Back when I was in college, and yes Virginia, they had colleges back then, I had my own radio show. Well, “my own” might be a tiny stretch—it was a course I opted to take called “Radio” because the other choices were calculus, chemistry, or law. I knew I’d pretty much excel at any of those offered curricula, but Radio was offered after 5 PM and even back then I did not believe in mornings, and particularly mornings that involved textbooks. So I signed on because that radio course actually gave credits, and I became a radio personality although I’m not sure anyone ever called me that except me. It was fun. I learned a lot, and I loved (and still love) being on the radio and would almost kill to be able do it again because, and the reasons are obvious, it really doesn’t matter how you look when you’re on the radio. You can be snaggle-toothed, ratty-haired, fetid, and covered with running sores the cause of which can’t be identified, but as long as your voice sounds good, and you can do commercials with some enthusiasm, you’re OK. I so wish I had my own radio show again—I’ve had 3, but luckily never had to learn “the board.” Someone else did that for me. Radio rocks!

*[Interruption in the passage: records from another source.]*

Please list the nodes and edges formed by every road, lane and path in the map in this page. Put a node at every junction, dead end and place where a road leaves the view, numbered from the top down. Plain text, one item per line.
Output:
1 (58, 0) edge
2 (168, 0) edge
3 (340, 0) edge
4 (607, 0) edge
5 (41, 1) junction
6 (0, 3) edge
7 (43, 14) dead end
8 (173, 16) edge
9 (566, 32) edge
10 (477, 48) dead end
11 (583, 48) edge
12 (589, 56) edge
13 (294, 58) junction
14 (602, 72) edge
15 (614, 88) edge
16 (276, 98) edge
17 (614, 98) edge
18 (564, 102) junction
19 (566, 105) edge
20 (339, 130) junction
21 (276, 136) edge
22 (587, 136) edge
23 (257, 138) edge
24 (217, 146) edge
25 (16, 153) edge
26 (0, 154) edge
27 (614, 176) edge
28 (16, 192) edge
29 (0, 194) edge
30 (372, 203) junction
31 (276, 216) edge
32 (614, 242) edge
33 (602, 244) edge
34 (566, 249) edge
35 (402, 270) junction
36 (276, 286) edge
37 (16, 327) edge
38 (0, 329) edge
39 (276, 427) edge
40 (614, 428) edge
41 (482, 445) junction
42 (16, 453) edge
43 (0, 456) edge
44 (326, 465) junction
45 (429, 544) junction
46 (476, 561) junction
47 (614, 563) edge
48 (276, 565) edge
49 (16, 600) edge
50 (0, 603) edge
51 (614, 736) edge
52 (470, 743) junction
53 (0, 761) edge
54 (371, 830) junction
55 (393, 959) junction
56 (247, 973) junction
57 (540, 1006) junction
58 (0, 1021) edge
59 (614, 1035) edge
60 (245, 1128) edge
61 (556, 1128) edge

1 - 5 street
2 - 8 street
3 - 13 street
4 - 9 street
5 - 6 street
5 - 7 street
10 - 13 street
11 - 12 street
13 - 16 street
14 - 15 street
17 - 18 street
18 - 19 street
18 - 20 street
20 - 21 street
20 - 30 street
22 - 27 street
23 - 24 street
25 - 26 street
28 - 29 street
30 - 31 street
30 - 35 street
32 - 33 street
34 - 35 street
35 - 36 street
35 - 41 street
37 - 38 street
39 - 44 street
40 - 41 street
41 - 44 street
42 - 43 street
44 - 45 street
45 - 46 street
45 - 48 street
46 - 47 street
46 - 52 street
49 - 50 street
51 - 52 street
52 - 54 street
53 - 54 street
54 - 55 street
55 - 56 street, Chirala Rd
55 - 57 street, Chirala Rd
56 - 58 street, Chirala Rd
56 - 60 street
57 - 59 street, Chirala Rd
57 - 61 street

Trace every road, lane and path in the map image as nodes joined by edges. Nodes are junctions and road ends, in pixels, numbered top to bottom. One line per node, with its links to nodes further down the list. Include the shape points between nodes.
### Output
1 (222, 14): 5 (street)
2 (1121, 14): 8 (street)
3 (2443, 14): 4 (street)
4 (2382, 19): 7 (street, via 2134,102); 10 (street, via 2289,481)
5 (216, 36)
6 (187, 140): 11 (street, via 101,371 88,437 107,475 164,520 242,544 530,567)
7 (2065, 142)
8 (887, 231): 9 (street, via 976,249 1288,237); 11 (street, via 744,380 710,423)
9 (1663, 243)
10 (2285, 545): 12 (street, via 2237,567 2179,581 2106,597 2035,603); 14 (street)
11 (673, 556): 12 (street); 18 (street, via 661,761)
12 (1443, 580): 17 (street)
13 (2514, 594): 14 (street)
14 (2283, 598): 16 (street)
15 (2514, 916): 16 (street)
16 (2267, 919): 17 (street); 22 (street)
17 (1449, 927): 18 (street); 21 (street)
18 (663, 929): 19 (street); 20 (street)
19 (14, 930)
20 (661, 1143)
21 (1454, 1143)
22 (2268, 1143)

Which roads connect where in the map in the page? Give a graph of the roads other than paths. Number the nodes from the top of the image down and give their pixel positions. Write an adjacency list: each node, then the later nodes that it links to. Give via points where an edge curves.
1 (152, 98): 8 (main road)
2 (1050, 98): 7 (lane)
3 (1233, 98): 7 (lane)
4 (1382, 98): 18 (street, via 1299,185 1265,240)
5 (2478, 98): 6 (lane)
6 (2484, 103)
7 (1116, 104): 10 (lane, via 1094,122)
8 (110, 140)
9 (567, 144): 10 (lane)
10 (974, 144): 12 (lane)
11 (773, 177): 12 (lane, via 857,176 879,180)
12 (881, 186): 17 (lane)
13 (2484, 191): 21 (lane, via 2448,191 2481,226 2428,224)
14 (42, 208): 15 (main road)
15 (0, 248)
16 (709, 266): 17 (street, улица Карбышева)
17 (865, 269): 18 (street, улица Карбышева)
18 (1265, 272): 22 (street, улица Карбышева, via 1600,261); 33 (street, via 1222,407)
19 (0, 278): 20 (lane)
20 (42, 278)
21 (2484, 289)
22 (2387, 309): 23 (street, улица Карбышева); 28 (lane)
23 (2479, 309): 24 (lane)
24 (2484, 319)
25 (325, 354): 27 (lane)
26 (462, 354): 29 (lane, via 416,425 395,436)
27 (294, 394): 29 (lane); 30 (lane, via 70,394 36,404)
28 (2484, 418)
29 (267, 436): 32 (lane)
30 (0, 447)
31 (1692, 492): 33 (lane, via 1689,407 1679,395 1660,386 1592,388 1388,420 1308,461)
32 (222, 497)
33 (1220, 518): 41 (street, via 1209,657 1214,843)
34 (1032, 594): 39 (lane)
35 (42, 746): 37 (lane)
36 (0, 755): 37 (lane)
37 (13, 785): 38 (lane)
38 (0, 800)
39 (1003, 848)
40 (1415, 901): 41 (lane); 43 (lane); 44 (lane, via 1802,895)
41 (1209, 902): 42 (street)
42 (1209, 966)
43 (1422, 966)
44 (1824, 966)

But that’s not the point of this column, so just about here I’ll kind of gently segue over to the real subject; safety pins. OK, that was a pretty abrupt segue, but here’s the deal. When I was doing that radio show during my college years, Mr. George, our radio teacher guy, wanted us to interview a large number of people wandering around the campus for Parents’ Weekend about what they thought was the most important invention of the modern world. Some tried to be really brainy, spouting off things like Mr. Einstein’s theory, or maybe trying to be amusing like saying “toilet paper” or “the church key” (ask your grandfather) but one woman (it would of course be a woman) gave the best answer; “the safety pin.” And she was right. The safety pin is probably one of the best inventions ever.

Now be honest; how many of us have been grateful to have found a safety pin when the elastic in our underpants suddenly gave way in the middle of our very first date or as we’re walking toward a lectern? But then this isn’t a column about the badzillions of uses this gizmo has, most of which are in emergency situations; it’s about the history of that small bit of bent, pointed metal. And I’ll bet you’re really interested in the history of the safety pin. Am I right? Well, lucky you, I’m about to provide that.

Nope, sorry, we Americans did not invent the safety pin. It’s thought that the thing was created about 3K+ years ago in Central Europe. It began as a curved wire, probably bronze, with the point exposed which was likely a bit painful when people flew into an embrace, forgetting they were holding their garments together with that sharply pointed bit of wire. Ouch. Something obviously had to be done. Too much blood was letting.

Sumerians had created straight pins made of iron and bone and from their extant writings, they apparently invented the eye in those pins so they could be used for sewing. My second grade teacher, however, taught us that cave people used to thread some sinew, preferably not a family member’s, although maybe, into a sharpened bone with a hole in one end, and with that, stitched skins together, preferably not a family member’s, although maybe. And, some ancient writings on some cave walls somewhere show pierced fish spines for sewing.

Anyway, somewhere around the sixth century BC, Greek people used something pretty close to our safety pins of today. Togas and robes were a bear to keep on, especially on very windy days, so they fastened their robes with belts or ropes around their middles, and on the top of one shoulder with a thing called a “fibula” which until this instant I thought was a bone in the leg or somewhere. Well, the joke’s on me; apparently it’s both. Boy, you sure do learn a lot when you write a column. Anyway, this pin at the shoulders of Greek ladies, was a kind of coiled metal thing which would clasp together with tension and had a spring-open option. Man, you can always count on a smart Greek, right? Lord or Lady Grecian could then stroll with confidence around Athens or wherever Greeks’ favorite stroll areas were, and not be afraid they’d find themselves suddenly dishabille in the middle of something Olympics.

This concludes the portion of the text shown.